Was, meinen Sie, wird sich in der Zukunft für ein Begriff in den Alltagsgebrauch einbürgern? Wenn wir mittels KI und Automatisierung 90% aller Verwaltungstätigkeiten online in der Kommunikation mit Maschinen erledigen, nur noch im Versandhandel gekauft wird, die Zustellung der Einkäufe mittels Drohnen erfolgt, der Nahverkehr von selbstfahrenden Fahrzeugen bewältigt wird, in Krankenhäusern Operationen von Robotern erledigt werden und in den Fertigungsbetrieben für die Konsumartikel keine Menschen mehr arbeiten, abgesehen von den Mechanikern und IT-Spezialisten?

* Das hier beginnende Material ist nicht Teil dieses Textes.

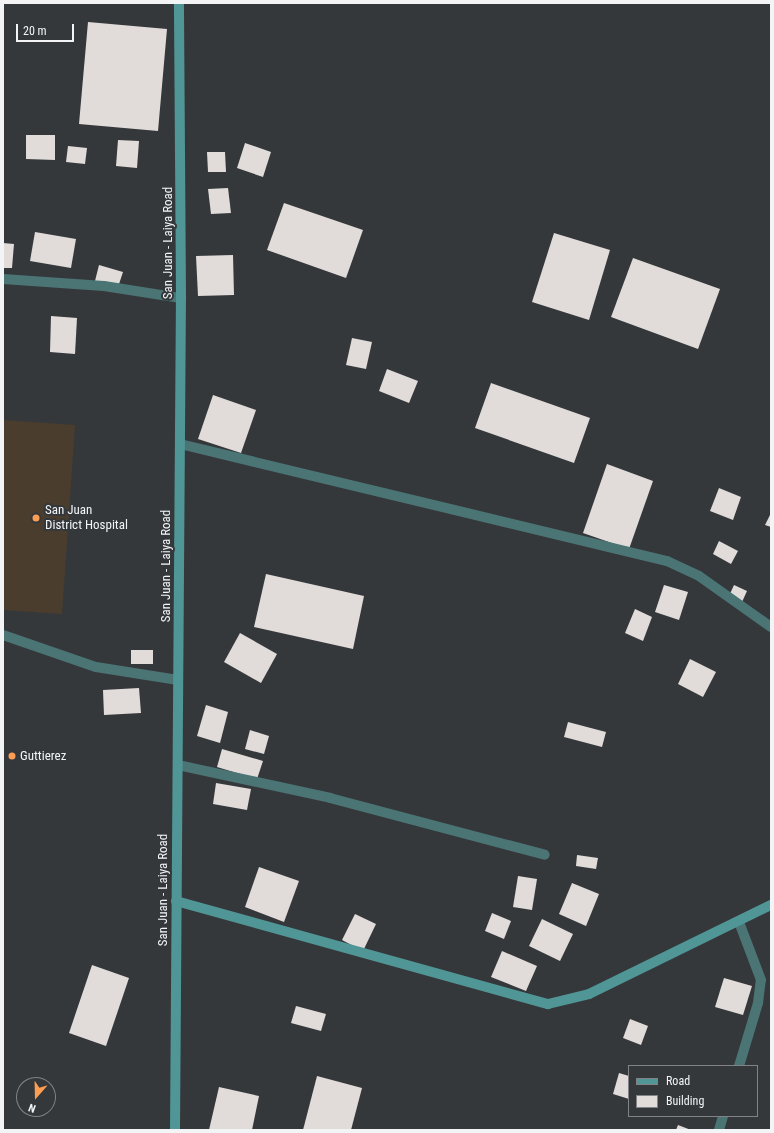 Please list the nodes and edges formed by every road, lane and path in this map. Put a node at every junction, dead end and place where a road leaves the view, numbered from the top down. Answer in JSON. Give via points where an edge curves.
{"nodes":[{"id":1,"x":179,"y":3,"type":"edge"},
{"id":2,"x":3,"y":279,"type":"edge"},
{"id":3,"x":181,"y":298,"type":"junction"},
{"id":4,"x":180,"y":444,"type":"junction"},
{"id":5,"x":771,"y":627,"type":"edge"},
{"id":6,"x":3,"y":635,"type":"edge"},
{"id":7,"x":178,"y":680,"type":"junction"},
{"id":8,"x":178,"y":765,"type":"junction"},
{"id":9,"x":545,"y":855,"type":"dead end"},
{"id":10,"x":176,"y":901,"type":"junction"},
{"id":11,"x":771,"y":905,"type":"edge"},
{"id":12,"x":739,"y":922,"type":"junction"},
{"id":13,"x":739,"y":1065,"type":"edge"},
{"id":14,"x":723,"y":1117,"type":"edge"},
{"id":15,"x":175,"y":1130,"type":"edge"},
{"id":16,"x":719,"y":1130,"type":"edge"}],
"edges":[{"from":1,"to":3,"type":"main road","name":"San Juan - Laiya Road"},
{"from":2,"to":3,"type":"street","via":[[104,286]]},
{"from":3,"to":4,"type":"main road","name":"San Juan - Laiya Road"},
{"from":4,"to":5,"type":"street","via":[[667,561],[699,576]]},
{"from":4,"to":7,"type":"main road","name":"San Juan - Laiya Road"},
{"from":6,"to":7,"type":"street","via":[[96,667]]},
{"from":7,"to":8,"type":"main road","name":"San Juan - Laiya Road"},
{"from":8,"to":9,"type":"street","via":[[330,798]]},
{"from":8,"to":10,"type":"main road","name":"San Juan - Laiya Road"},
{"from":10,"to":12,"type":"main road","via":[[548,1004],[589,994]]},
{"from":10,"to":15,"type":"main road","name":"San Juan - Laiya Road"},
{"from":11,"to":12,"type":"main road"},
{"from":12,"to":13,"type":"street","via":[[761,980],[758,1003]]},
{"from":14,"to":16,"type":"street"}]} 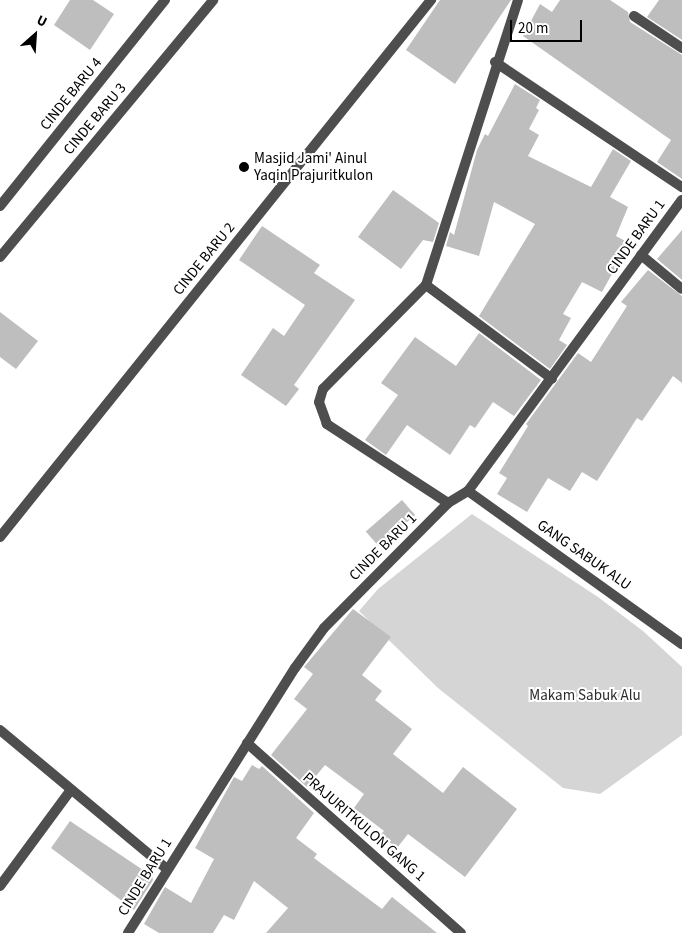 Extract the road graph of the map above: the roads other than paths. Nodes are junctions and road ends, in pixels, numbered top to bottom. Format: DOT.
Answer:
graph roads {
  1 [pos="165,0"];
  2 [pos="213,0"];
  3 [pos="431,0"];
  4 [pos="518,0"];
  5 [pos="634,16"];
  6 [pos="682,48"];
  7 [pos="495,62"];
  8 [pos="682,186"];
  9 [pos="682,200"];
  10 [pos="0,206"];
  11 [pos="641,255"];
  12 [pos="0,257"];
  13 [pos="426,285"];
  14 [pos="682,289"];
  15 [pos="552,379"];
  16 [pos="468,491"];
  17 [pos="448,503"];
  18 [pos="0,537"];
  19 [pos="682,644"];
  20 [pos="0,730"];
  21 [pos="247,743"];
  22 [pos="70,791"];
  23 [pos="167,870"];
  24 [pos="0,886"];
  25 [pos="128,933"];
  26 [pos="461,933"];
  1 -- 10 [label="street, CINDE BARU 4"];
  2 -- 12 [label="street, CINDE BARU 3"];
  3 -- 18 [label="street, CINDE BARU 2"];
  4 -- 7 [label="street"];
  5 -- 6 [label="street"];
  7 -- 8 [label="street"];
  7 -- 13 [label="street"];
  9 -- 11 [label="street, CINDE BARU 1"];
  11 -- 14 [label="street"];
  11 -- 15 [label="street, CINDE BARU 1"];
  13 -- 15 [label="street"];
  13 -- 17 [label="street"];
  15 -- 16 [label="street, CINDE BARU 1"];
  16 -- 17 [label="street, CINDE BARU 1"];
  16 -- 19 [label="street, GANG SABUK ALU"];
  17 -- 21 [label="street, CINDE BARU 1"];
  20 -- 22 [label="street"];
  21 -- 23 [label="street, CINDE BARU 1"];
  21 -- 26 [label="street, PRAJURITKULON GANG 1"];
  22 -- 23 [label="street"];
  22 -- 24 [label="street"];
  23 -- 25 [label="street, CINDE BARU 1"];
}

Haben Sie sich einmal ausgemalt, wohin die Entwicklungen der Gegenwart in der Zukunft führen werden?
Wer dann tatsächlich noch 30 Stunden im Monat arbeiten kann, wird vermutlich zu den Vollbeschäftigten gezählt.
Die Frage ist nicht, ob das eine realistische Perspektive ist, sondern wie die Gemeinschaft das so organisiert, dass es nicht zu derart destruktiven Verwerfungen kommt, dass selbst ein Snake Plissken sich nicht mehr alleine auf die Straße trauen würde.